*Dataset records*
==================================================

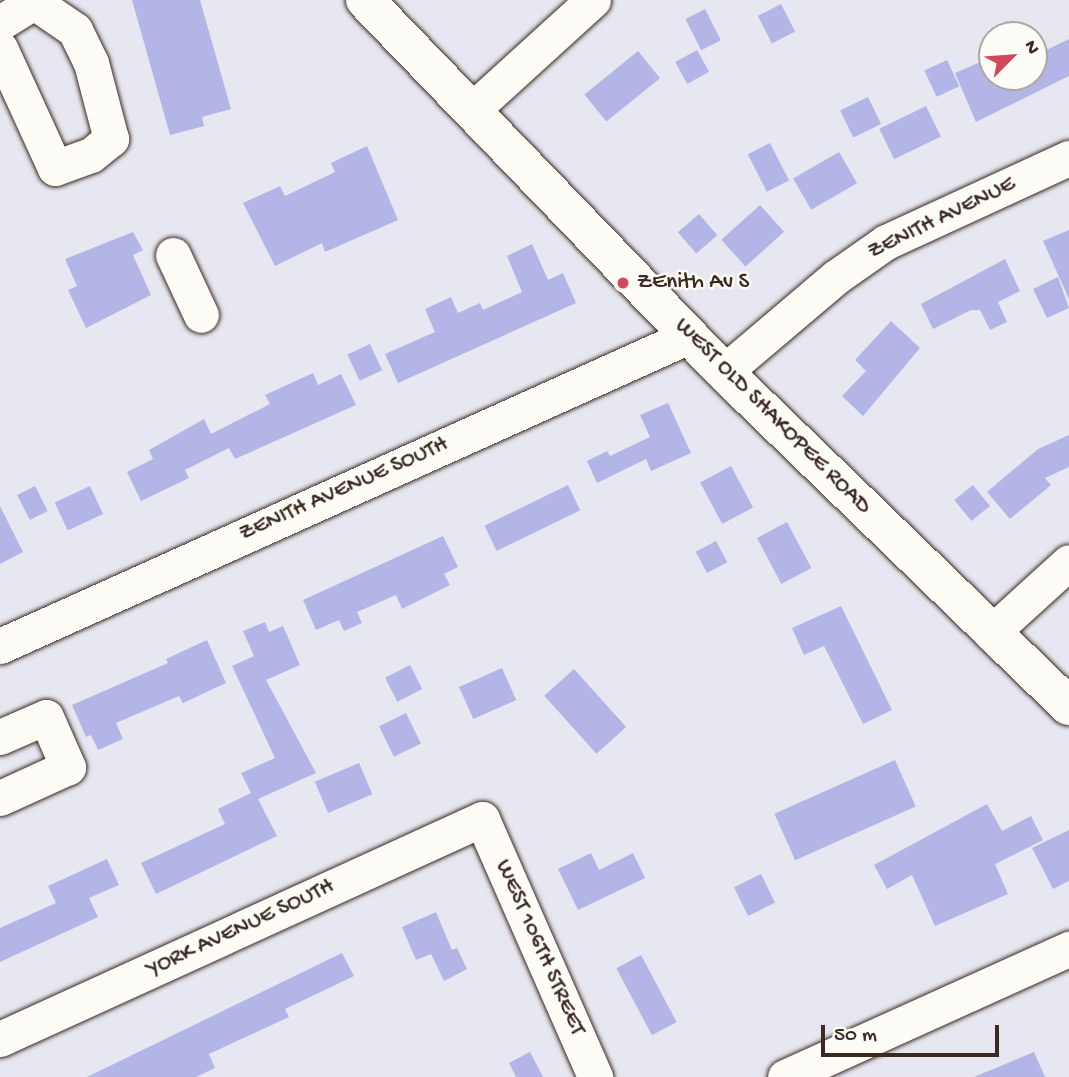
<!DOCTYPE html>
<style>
body{margin:0}
#map{position:relative;width:1069px;height:1077px;overflow:hidden;background:#e7e7f2;font-family:"Gochi Hand",sans-serif}
div>[style]{position:absolute}
.building>*{inset:0;background:#b4b5e7;transform-origin:0 0}
.roads{filter:drop-shadow(0 0 2px #3b2a1e) drop-shadow(0 0 2px #3b2a1e)}
.minor>*{height:35px;margin:-17.5px;padding:0 17.5px;transform-origin:17.5px;border-radius:17.5px;background:#fdfcf7}
.major>*{height:38px;margin:-19px;padding:0 19px;transform-origin:19px;border-radius:19px;background:#fdfcf7}
.dots>*{width:19px;height:19px;translate:-50% -50%;box-sizing:border-box;border:4px solid #fdfcf7;border-radius:50%}
span{translate:-50% -50%;white-space:nowrap;text-align:center;line-height:1.15;-webkit-text-stroke:5px #fdfcf7;paint-order:stroke}
.street-label{font-size:23px;color:#3b2a1e}
.poi-label{font-size:23px;color:#3b2a1e}
.left{translate:0 -50%;text-align:left}
.north{position:absolute;left:978px;top:21px;width:70px;height:70px;box-sizing:border-box;background:#fdfcf7;border:2px solid #afa8a0;border-radius:50%;rotate:65deg;font-size:19px;font-weight:700;line-height:28px;text-align:center;color:#3b2a1e}
.north::after{content:'';display:block;margin:auto;width:24px;height:32px;background:#d1495b;clip-path:polygon(50% 0,100% 100%,50% 72%,0 100%)}
.scale{position:absolute;left:821px;top:1025px;width:178px;height:32px;box-sizing:border-box;border:4px solid #3b2a1e;border-top:0;padding-left:9px;font-size:21px;line-height:24px;white-space:nowrap;color:#3b2a1e;-webkit-text-stroke:5px #fdfcf7;paint-order:stroke}
</style>
<div id="map">
<div class="building">
<i style="clip-path:polygon(132px 0,200px 0,231px 109px,202px 117px,204px 126px,170px 135px)"></i>
<i style="left:781px;top:4px;width:31px;height:26px;rotate:63deg"></i>
<i style="left:705px;top:9px;width:35px;height:22px;rotate:63deg"></i>
<i style="clip-path:polygon(1069px 39px,1069px 76px,976px 122px,955px 73px,992px 57px,992px 77px,1034px 77px,1034px 56px)"></i>
<i style="left:697px;top:50px;width:25px;height:25px;rotate:61deg"></i>
<i style="left:638px;top:51px;width:35px;height:69px;rotate:51deg"></i>
<i style="left:947px;top:60px;width:29px;height:25px;rotate:65deg"></i>
<i style="left:868px;top:97px;width:30px;height:31px;rotate:64deg"></i>
<i style="left:926px;top:106px;width:34px;height:52px;rotate:64deg"></i>
<i style="left:770px;top:143px;width:42px;height:25px;rotate:63deg"></i>
<i style="clip-path:polygon(367px 146px,398px 220px,325px 252px,322px 243px,275px 266px,243px 203px,280px 186px,285px 196px,335px 172px,331px 163px)"></i>
<i style="left:839px;top:152px;width:36px;height:53px;rotate:60deg"></i>
<i style="left:760px;top:205px;width:36px;height:52px;rotate:48deg"></i>
<i style="left:699px;top:214px;width:28px;height:28px;rotate:49deg"></i>
<i style="clip-path:polygon(1069px 230px,1069px 299px,1043px 241px)"></i>
<i style="clip-path:polygon(133px 232px,143px 250px,133px 255px,151px 295px,86px 328px,68px 290px,77px 286px,65px 259px)"></i>
<i style="clip-path:polygon(532px 244px,548px 280px,563px 273px,576px 303px,398px 383px,385px 354px,435px 332px,425px 309px,451px 297px,458px 313px,480px 303px,483px 310px,522px 292px,507px 256px)"></i>
<i style="clip-path:polygon(1005px 259px,1020px 291px,998px 302px,1007px 322px,990px 330px,980px 310px,971px 310px,933px 329px,921px 304px)"></i>
<i style="clip-path:polygon(1058px 277px,1069px 308px,1047px 318px,1033px 289px)"></i>
<i style="clip-path:polygon(891px 321px,920px 348px,863px 416px,842px 396px,866px 371px,855px 360px)"></i>
<i style="left:370px;top:344px;width:29px;height:25px;rotate:65deg"></i>
<i style="clip-path:polygon(313px 373px,318px 385px,341px 374px,356px 405px,235px 459px,229px 448px,185px 470px,189px 478px,141px 501px,127px 472px,153px 459px,149px 450px,204px 419px,211px 434px,270px 404px,265px 395px)"></i>
<i style="clip-path:polygon(668px 403px,691px 453px,651px 471px,646px 459px,597px 483px,587px 461px,607px 451px,610px 456px,650px 437px,640px 415px)"></i>
<i style="clip-path:polygon(1069px 435px,1069px 467px,1045px 478px,1051px 485px,1010px 519px,987px 492px,1038px 449px)"></i>
<i style="left:731px;top:466px;width:47px;height:35px;rotate:62deg"></i>
<i style="left:568px;top:485px;width:28px;height:93px;rotate:64deg"></i>
<i style="left:973px;top:485px;width:27px;height:24px;rotate:51deg"></i>
<i style="left:35px;top:486px;width:28px;height:20px;rotate:63deg"></i>
<i style="left:90px;top:486px;width:31px;height:39px;rotate:65deg"></i>
<i style="clip-path:polygon(0 506px,23px 552px,0 564px)"></i>
<i style="left:787px;top:522px;width:52px;height:34px;rotate:62deg"></i>
<i style="clip-path:polygon(443px 536px,458px 567px,444px 574px,450px 585px,402px 609px,396px 595px,357px 612px,362px 623px,344px 631px,339px 620px,316px 630px,303px 600px)"></i>
<i style="left:716px;top:541px;width:24px;height:23px;rotate:62deg"></i>
<i style="clip-path:polygon(841px 606px,892px 710px,863px 724px,824px 646px,804px 655px,792px 628px)"></i>
<i style="clip-path:polygon(265px 622px,269px 632px,283px 626px,300px 665px,266px 680px,316px 773px,258px 799px,277px 836px,156px 894px,141px 863px,225px 824px,218px 809px,251px 793px,241px 773px,275px 758px,232px 666px,254px 656px,243px 631px)"></i>
<i style="clip-path:polygon(207px 640px,226px 683px,183px 703px,179px 696px,116px 723px,123px 739px,98px 750px,91px 735px,86px 737px,72px 705px,168px 663px,166px 659px)"></i>
<i style="left:410px;top:665px;width:27px;height:28px;rotate:63deg"></i>
<i style="left:502px;top:668px;width:35px;height:47px;rotate:66deg"></i>
<i style="left:574px;top:669px;width:78px;height:40px;rotate:48deg"></i>
<i style="left:406px;top:713px;width:34px;height:30px;rotate:64deg"></i>
<i style="left:895px;top:760px;width:51px;height:132px;rotate:66deg"></i>
<i style="left:359px;top:763px;width:34px;height:48px;rotate:67deg"></i>
<i style="clip-path:polygon(987px 804px,1002px 831px,1031px 816px,1043px 840px,995px 864px,1008px 894px,935px 926px,912px 875px,887px 889px,874px 865px)"></i>
<i style="clip-path:polygon(1069px 830px,1069px 881px,1053px 889px,1032px 848px)"></i>
<i style="clip-path:polygon(591px 853px,599px 870px,633px 853px,645px 878px,578px 910px,558px 869px)"></i>
<i style="clip-path:polygon(107px 859px,119px 885px,89px 898px,98px 917px,0 962px,0 928px,56px 903px,48px 886px)"></i>
<i style="left:761px;top:874px;width:32px;height:30px;rotate:64deg"></i>
<i style="clip-path:polygon(436px 912px,452px 950px,457px 948px,467px 969px,444px 981px,431px 954px,416px 960px,402px 927px)"></i>
<i style="clip-path:polygon(342px 953px,354px 976px,285px 1009px,289px 1017px,209px 1054px,215px 1068px,196px 1077px,87px 1077px)"></i>
<i style="left:641px;top:955px;width:76px;height:28px;rotate:62deg"></i>
<i style="clip-path:polygon(530px 1052px,543px 1077px,516px 1077px,509px 1063px)"></i>
<i style="clip-path:polygon(1034px 1052px,1045px 1077px,974px 1077px)"></i>
</div>
<div class="roads">
<div class="minor">
<i style="left:0;top:23px;width:38px;rotate:-32deg"></i>
<i style="left:0;top:48px;width:132px;rotate:65.4deg"></i>
<i style="left:55px;top:168px;width:38px;rotate:-20deg"></i>
<i style="left:91px;top:155px;width:26px;rotate:-39deg"></i>
<i style="left:111px;top:139px;width:79px;rotate:-104.7deg"></i>
<i style="left:91px;top:63px;width:37px;rotate:-116deg"></i>
<i style="left:75px;top:30px;width:53px;rotate:-145.7deg"></i>
<i style="left:471px;top:111px;width:165px;rotate:-42.3deg"></i>
<i style="left:173px;top:255px;width:66px;rotate:65deg"></i>
<i style="left:724px;top:372px;width:147px;rotate:-40.3deg"></i>
<i style="left:836px;top:277px;width:61px;rotate:-35deg"></i>
<i style="left:886px;top:242px;width:201px;rotate:-24.7deg"></i>
<i style="left:991px;top:633px;width:105px;rotate:-42.3deg"></i>
<i style="left:0;top:646px;width:756px;rotate:-24.22deg"></i>
<i style="left:0;top:737px;width:50px;rotate:-23.5deg"></i>
<i style="left:46px;top:717px;width:55px;rotate:66.3deg"></i>
<i style="left:68px;top:767px;width:75px;rotate:155.5deg"></i>
<i style="left:0;top:1039px;width:530px;rotate:-24.53deg"></i>
<i style="left:482px;top:819px;width:282px;rotate:66.3deg"></i>
<i style="left:785px;top:1077px;width:312px;rotate:-24.3deg"></i>
</div>
<div class="major">
<i style="left:365px;top:0;width:517px;rotate:46.02deg"></i>
<i style="left:724px;top:372px;width:480px;rotate:44.1deg"></i>
</div>
</div>
<div class="dots">
<i style="left:623px;top:283px;background:#d1495b"></i>
</div>
<div class="street-label">
<span style="left:942px;top:219px;rotate:-26deg">ZENITH AVENUE</span>
<span style="left:772px;top:417px;rotate:45deg">WEST OLD SHAKOPEE ROAD</span>
<span style="left:344px;top:490px;rotate:-24deg">ZENITH AVENUE SOUTH</span>
<span style="left:241px;top:929px;rotate:-25deg">YORK AVENUE SOUTH</span>
<span style="left:539px;top:948px;rotate:66deg">WEST 106TH STREET</span>
</div>
<div class="poi-label">
<span class="left" style="left:637px;top:283px">ZEnith Av S</span>
</div>
<div class="north">N</div>
<div class="scale">50 m</div>
</div>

==================================================

*Try it*
In the entries above, count each line that includes "SOUTH" and report the total with no other text.

*Task result*
2